عنقدة النصوص العربية باستعمال تحليل الاحالة المشتركة == Arabic Text Clustering Using Coreferance Resolution

Author name: فراس حمودي نعمة

Supervisor name: سلمى عبد الباقي محمود

General topic: Computer Science

Specific topic: Computer Science

Degree: Master

University: University Of Basrah - College Of Science

Language: Arabic

University location: Basrah

First pages: 28T756 - p.pdf

Abstract: Clustering texts organizes texts in subsets coherent and internally consistent, and different with each other. These subsets called clusters. The documents combines according to the similarity measures, that rely on features extracted of the documents. This technique applies in various fields such as web mining, search engines, and information retrieval.

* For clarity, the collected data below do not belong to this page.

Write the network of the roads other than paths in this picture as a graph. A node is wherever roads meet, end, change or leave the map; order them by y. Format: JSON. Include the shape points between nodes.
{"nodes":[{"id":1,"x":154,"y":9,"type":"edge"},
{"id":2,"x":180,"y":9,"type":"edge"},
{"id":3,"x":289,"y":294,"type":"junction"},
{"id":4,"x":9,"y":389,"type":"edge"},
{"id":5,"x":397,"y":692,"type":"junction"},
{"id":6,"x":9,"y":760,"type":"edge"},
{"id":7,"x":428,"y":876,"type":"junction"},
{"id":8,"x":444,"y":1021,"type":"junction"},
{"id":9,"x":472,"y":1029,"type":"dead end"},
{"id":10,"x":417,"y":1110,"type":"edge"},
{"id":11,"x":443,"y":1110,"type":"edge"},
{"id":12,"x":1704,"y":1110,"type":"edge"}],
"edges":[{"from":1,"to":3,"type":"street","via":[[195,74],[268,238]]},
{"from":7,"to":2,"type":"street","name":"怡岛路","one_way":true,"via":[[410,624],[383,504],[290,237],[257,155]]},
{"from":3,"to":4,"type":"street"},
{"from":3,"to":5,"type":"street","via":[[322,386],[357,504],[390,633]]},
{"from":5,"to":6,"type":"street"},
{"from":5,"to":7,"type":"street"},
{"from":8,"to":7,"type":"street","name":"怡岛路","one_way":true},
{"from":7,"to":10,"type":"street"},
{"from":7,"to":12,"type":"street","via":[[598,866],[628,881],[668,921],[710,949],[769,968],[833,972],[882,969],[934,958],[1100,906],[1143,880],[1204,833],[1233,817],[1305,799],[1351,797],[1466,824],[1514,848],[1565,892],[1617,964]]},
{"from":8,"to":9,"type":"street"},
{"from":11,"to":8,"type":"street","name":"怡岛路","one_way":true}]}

Clustering documents gives information retrieval, automatic extraction, and representation efficiently without user intervention for increasing growth of the new documents.This study aims to improve the accuracy and efficiency of arabic texts clustering. To achieve the aim of this study two approaches are used. The first approach uses the standard technique in Arabic texts clustering. The second approach is proposal to reduce features of the texts.The first approach is applied (K - medoids, K - means) and similarity measures (Euclidean, cosine). The problem of this approach is that huge of the features, which influence the efficiency and coherence of the clusters.The huge features for the documents adds challenge and lead to high dimension so coreference resolution technique approach is applied. This technique extracts main subjects for each document to improve arabic documents clustering in order to achieve the goal of our study. The system implements using a corpus contains on 200 sport news Arabic.Finally, evaluation measures are used including (Precision, Recall and F - measure) to evaluate our system, and we obtain acceptable results.First method exceed K - medoids and using similarity measures (Euclidean, Cosine) where highest values (0.60, 0.78, 0.67) of the method of k - means. In addition, the results of the proposed second way exceeds method of K - medoids and using similarity measures (Euclidean, Cosine) with coreference resolution, where the measures values (0.80, 0.83, 0.81).